▸ TRY IT: Please copy every line below that contains the string "name".

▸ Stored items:
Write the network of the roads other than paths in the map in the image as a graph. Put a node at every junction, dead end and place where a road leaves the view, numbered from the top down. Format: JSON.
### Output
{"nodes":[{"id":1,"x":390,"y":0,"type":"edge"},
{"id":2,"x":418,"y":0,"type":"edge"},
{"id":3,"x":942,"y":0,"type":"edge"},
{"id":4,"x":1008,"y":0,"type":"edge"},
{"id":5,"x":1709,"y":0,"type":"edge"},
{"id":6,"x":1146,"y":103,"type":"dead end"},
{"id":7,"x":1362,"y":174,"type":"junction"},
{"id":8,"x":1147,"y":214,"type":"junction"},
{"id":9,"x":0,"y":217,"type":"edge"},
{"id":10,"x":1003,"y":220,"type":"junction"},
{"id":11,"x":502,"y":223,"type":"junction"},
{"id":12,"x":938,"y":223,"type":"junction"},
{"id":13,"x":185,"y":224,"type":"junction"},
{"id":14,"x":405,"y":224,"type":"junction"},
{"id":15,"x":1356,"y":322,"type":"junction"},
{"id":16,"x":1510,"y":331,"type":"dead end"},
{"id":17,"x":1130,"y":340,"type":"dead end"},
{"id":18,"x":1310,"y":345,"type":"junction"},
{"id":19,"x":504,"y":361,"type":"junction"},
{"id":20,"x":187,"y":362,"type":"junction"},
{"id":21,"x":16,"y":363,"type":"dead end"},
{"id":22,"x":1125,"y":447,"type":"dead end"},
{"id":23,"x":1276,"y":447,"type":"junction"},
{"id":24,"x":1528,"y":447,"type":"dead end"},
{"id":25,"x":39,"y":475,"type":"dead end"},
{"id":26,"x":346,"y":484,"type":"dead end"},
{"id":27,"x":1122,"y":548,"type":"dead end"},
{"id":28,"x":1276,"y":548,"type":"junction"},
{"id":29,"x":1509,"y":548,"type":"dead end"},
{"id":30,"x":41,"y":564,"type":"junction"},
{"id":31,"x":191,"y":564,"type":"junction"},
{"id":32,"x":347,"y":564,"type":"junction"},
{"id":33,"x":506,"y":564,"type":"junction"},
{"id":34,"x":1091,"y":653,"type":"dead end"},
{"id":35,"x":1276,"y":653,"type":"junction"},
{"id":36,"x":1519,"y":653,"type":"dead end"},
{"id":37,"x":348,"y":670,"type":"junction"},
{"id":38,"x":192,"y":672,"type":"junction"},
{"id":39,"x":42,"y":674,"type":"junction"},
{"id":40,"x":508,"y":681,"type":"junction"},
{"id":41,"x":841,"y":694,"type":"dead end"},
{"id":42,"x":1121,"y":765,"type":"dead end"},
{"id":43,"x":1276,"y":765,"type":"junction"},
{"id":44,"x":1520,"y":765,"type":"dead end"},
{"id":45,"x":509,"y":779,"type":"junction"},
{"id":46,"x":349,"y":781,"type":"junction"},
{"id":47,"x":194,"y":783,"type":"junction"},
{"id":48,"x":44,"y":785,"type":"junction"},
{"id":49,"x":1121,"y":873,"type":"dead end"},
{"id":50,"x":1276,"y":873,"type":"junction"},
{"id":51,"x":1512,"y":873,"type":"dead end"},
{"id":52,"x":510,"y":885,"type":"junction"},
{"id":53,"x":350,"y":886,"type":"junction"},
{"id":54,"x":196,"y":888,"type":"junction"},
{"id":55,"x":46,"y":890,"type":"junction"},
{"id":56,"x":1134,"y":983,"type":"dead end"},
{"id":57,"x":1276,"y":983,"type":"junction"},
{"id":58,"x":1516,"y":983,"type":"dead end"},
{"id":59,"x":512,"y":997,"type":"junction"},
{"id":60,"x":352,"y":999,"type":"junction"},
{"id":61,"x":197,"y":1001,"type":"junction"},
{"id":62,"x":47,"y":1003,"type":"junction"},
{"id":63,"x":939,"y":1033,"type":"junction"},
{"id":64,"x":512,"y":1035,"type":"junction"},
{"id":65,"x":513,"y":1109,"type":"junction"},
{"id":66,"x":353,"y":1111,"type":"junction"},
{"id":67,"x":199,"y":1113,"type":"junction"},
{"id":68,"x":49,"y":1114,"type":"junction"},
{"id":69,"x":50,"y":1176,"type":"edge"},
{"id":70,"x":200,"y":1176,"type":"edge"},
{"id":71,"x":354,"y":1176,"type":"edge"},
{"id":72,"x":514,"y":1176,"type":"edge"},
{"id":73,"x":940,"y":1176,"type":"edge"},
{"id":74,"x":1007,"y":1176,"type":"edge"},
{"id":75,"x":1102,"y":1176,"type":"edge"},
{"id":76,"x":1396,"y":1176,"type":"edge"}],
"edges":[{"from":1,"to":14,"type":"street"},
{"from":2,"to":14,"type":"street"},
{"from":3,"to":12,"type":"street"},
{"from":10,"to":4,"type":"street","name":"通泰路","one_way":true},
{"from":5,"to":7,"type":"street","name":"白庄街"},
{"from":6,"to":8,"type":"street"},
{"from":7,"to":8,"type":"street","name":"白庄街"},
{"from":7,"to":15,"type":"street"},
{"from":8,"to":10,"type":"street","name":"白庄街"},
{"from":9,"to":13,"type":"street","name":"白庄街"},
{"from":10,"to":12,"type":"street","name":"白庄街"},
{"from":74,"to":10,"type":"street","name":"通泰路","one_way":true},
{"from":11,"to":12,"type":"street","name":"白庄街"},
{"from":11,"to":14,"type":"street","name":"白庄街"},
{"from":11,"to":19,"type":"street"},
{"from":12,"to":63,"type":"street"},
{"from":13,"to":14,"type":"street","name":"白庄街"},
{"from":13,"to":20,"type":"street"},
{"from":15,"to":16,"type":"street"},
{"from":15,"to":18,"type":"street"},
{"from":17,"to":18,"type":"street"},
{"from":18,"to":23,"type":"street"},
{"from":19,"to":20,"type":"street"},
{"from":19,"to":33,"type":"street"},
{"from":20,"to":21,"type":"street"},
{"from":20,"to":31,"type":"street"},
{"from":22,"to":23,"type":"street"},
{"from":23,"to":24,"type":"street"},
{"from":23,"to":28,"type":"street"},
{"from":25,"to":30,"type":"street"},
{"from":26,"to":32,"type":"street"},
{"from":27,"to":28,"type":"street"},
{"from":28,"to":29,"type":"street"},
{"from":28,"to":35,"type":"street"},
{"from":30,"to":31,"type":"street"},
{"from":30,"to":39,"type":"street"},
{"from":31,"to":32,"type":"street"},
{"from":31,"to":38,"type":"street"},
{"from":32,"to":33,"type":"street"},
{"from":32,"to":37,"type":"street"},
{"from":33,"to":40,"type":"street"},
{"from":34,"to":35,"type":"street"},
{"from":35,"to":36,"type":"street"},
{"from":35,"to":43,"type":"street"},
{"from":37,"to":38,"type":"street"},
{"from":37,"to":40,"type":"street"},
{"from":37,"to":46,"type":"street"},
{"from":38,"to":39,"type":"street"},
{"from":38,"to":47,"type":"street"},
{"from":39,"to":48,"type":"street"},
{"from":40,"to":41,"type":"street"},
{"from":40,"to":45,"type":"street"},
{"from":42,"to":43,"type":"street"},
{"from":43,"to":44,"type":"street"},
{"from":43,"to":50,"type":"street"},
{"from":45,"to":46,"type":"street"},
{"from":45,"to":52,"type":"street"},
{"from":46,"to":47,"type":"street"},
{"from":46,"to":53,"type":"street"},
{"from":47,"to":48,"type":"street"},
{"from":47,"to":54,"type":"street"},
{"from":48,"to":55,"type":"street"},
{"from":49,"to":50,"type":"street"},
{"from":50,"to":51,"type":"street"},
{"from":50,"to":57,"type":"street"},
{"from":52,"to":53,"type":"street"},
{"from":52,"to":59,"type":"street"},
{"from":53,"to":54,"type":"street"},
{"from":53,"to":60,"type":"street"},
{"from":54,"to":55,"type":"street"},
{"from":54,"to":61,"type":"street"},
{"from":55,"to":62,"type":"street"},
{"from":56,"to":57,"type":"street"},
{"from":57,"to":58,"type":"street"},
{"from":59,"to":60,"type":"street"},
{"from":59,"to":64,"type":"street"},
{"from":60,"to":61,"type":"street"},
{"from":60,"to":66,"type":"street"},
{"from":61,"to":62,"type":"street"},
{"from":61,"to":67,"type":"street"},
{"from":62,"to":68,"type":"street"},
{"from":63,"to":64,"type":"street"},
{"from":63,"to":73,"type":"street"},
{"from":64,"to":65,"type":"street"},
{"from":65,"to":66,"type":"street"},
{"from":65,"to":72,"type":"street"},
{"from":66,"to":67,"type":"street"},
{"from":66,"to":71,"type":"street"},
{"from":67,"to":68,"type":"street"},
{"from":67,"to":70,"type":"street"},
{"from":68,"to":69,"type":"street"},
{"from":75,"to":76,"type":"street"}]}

▸ ANSWER SECTION:
{"from":10,"to":4,"type":"street","name":"通泰路","one_way":true},
{"from":5,"to":7,"type":"street","name":"白庄街"},
{"from":7,"to":8,"type":"street","name":"白庄街"},
{"from":8,"to":10,"type":"street","name":"白庄街"},
{"from":9,"to":13,"type":"street","name":"白庄街"},
{"from":10,"to":12,"type":"street","name":"白庄街"},
{"from":74,"to":10,"type":"street","name":"通泰路","one_way":true},
{"from":11,"to":12,"type":"street","name":"白庄街"},
{"from":11,"to":14,"type":"street","name":"白庄街"},
{"from":13,"to":14,"type":"street","name":"白庄街"},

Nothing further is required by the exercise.